## Exercise aim
The lines to copy are those with "Time" in them. Pull each one from the entries below.

Dataset records: Begin

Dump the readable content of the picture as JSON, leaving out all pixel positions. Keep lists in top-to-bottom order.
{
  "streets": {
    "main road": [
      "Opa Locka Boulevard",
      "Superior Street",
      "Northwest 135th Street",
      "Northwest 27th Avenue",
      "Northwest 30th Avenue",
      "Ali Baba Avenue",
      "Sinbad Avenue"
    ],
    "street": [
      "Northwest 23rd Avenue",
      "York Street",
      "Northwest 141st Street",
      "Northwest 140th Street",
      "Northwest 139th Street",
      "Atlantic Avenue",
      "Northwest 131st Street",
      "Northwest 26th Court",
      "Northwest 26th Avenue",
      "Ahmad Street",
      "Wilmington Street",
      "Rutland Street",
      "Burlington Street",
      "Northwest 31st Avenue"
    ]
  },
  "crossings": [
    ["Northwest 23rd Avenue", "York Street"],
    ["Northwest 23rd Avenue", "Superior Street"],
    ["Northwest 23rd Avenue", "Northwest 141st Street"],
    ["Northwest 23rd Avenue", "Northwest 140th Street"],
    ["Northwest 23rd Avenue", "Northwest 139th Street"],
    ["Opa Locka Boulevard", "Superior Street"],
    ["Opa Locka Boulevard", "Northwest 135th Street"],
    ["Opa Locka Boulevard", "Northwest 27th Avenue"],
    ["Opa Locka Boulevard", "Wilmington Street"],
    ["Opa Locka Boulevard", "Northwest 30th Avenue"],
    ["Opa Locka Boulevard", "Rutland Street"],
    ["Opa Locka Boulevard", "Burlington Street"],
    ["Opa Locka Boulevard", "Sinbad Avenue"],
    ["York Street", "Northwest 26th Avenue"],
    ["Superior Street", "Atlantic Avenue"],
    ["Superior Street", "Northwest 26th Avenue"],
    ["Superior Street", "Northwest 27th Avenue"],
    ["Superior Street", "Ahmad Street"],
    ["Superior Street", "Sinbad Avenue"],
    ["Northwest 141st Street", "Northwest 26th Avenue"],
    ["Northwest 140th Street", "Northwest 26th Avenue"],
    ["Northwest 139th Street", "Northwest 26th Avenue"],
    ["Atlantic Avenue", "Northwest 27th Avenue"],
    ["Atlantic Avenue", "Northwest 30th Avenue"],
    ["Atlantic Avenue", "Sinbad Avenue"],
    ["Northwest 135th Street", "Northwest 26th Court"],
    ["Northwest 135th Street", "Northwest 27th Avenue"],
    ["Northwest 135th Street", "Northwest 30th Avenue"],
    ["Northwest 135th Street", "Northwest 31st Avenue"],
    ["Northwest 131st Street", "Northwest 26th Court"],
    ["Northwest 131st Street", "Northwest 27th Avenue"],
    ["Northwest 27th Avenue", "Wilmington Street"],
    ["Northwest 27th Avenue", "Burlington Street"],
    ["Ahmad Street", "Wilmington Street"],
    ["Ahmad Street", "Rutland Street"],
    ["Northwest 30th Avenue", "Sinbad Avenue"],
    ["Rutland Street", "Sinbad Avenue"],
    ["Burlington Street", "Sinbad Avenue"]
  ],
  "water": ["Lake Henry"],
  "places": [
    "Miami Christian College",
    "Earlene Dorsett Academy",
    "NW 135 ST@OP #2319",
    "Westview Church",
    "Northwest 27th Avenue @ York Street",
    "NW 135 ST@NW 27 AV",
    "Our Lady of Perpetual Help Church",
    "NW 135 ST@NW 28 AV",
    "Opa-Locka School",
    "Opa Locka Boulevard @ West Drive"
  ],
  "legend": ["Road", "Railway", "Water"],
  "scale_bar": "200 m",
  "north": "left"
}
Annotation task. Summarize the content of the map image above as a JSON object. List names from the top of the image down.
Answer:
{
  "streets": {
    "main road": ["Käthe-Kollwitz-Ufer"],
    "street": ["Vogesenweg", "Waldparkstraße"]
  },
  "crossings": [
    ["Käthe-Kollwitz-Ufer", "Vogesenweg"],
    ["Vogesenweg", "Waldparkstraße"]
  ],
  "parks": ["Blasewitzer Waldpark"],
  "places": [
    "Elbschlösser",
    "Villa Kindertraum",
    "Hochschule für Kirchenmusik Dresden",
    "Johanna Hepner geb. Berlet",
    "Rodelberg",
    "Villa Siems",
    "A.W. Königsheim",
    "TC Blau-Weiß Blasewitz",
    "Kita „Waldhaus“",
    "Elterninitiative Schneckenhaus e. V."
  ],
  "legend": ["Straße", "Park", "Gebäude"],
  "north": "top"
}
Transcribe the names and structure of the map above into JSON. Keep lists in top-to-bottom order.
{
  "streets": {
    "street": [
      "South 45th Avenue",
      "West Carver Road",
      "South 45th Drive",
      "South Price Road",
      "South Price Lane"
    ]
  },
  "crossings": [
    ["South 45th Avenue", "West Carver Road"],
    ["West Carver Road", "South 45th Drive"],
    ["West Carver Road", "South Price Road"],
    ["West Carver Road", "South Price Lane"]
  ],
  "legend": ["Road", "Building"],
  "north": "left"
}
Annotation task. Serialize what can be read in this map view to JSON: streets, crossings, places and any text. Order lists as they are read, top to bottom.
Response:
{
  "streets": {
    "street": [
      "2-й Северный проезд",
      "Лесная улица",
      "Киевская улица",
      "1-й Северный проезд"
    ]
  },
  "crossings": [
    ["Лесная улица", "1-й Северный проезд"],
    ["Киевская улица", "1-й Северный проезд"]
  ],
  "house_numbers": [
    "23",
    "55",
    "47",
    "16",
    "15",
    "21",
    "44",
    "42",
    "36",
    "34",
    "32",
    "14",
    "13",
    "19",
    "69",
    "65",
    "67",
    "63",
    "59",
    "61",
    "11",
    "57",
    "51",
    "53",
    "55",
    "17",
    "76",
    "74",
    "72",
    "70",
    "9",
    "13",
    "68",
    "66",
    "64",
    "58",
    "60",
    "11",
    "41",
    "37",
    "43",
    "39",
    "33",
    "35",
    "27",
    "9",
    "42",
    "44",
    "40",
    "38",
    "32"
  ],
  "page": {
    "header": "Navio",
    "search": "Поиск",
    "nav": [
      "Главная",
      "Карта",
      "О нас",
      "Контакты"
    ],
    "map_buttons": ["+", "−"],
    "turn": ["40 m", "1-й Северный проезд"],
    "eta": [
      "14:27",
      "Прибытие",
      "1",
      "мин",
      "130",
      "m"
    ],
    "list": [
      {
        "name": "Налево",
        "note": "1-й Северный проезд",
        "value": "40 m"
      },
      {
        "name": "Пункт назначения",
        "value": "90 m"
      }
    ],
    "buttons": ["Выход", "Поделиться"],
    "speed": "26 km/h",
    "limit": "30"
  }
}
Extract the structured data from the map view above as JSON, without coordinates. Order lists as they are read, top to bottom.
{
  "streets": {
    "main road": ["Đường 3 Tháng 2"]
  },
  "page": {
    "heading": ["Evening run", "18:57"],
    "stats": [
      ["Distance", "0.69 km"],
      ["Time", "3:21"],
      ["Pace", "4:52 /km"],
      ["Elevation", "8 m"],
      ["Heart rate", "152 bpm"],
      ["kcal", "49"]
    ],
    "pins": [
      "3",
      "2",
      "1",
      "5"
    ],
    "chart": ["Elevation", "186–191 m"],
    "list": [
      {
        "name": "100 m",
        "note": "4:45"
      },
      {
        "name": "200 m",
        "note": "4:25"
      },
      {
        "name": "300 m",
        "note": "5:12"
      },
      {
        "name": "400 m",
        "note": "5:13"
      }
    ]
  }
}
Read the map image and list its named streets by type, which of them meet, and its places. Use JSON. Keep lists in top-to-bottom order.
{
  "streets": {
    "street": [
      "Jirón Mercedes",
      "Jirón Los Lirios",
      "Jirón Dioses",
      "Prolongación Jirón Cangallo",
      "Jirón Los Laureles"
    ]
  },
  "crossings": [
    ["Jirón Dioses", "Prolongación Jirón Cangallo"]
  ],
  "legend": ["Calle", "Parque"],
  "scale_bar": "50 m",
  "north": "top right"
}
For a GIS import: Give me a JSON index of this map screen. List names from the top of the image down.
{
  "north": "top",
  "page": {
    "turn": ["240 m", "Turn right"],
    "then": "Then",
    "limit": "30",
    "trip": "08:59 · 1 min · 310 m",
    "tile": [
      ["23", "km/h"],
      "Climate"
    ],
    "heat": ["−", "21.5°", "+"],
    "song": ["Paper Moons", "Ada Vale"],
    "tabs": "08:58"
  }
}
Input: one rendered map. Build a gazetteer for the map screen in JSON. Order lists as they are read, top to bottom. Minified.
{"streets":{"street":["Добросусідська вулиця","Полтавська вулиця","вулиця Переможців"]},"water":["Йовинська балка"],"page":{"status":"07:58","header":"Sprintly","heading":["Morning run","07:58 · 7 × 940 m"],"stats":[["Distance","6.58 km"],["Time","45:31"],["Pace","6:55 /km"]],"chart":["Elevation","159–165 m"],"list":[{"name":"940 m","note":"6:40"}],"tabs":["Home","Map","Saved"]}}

Dataset records: End

## Exercise response
      ["Time", "3:21"],
{"streets":{"street":["Добросусідська вулиця","Полтавська вулиця","вулиця Переможців"]},"water":["Йовинська балка"],"page":{"status":"07:58","header":"Sprintly","heading":["Morning run","07:58 · 7 × 940 m"],"stats":[["Distance","6.58 km"],["Time","45:31"],["Pace","6:55 /km"]],"chart":["Elevation","159–165 m"],"list":[{"name":"940 m","note":"6:40"}],"tabs":["Home","Map","Saved"]}}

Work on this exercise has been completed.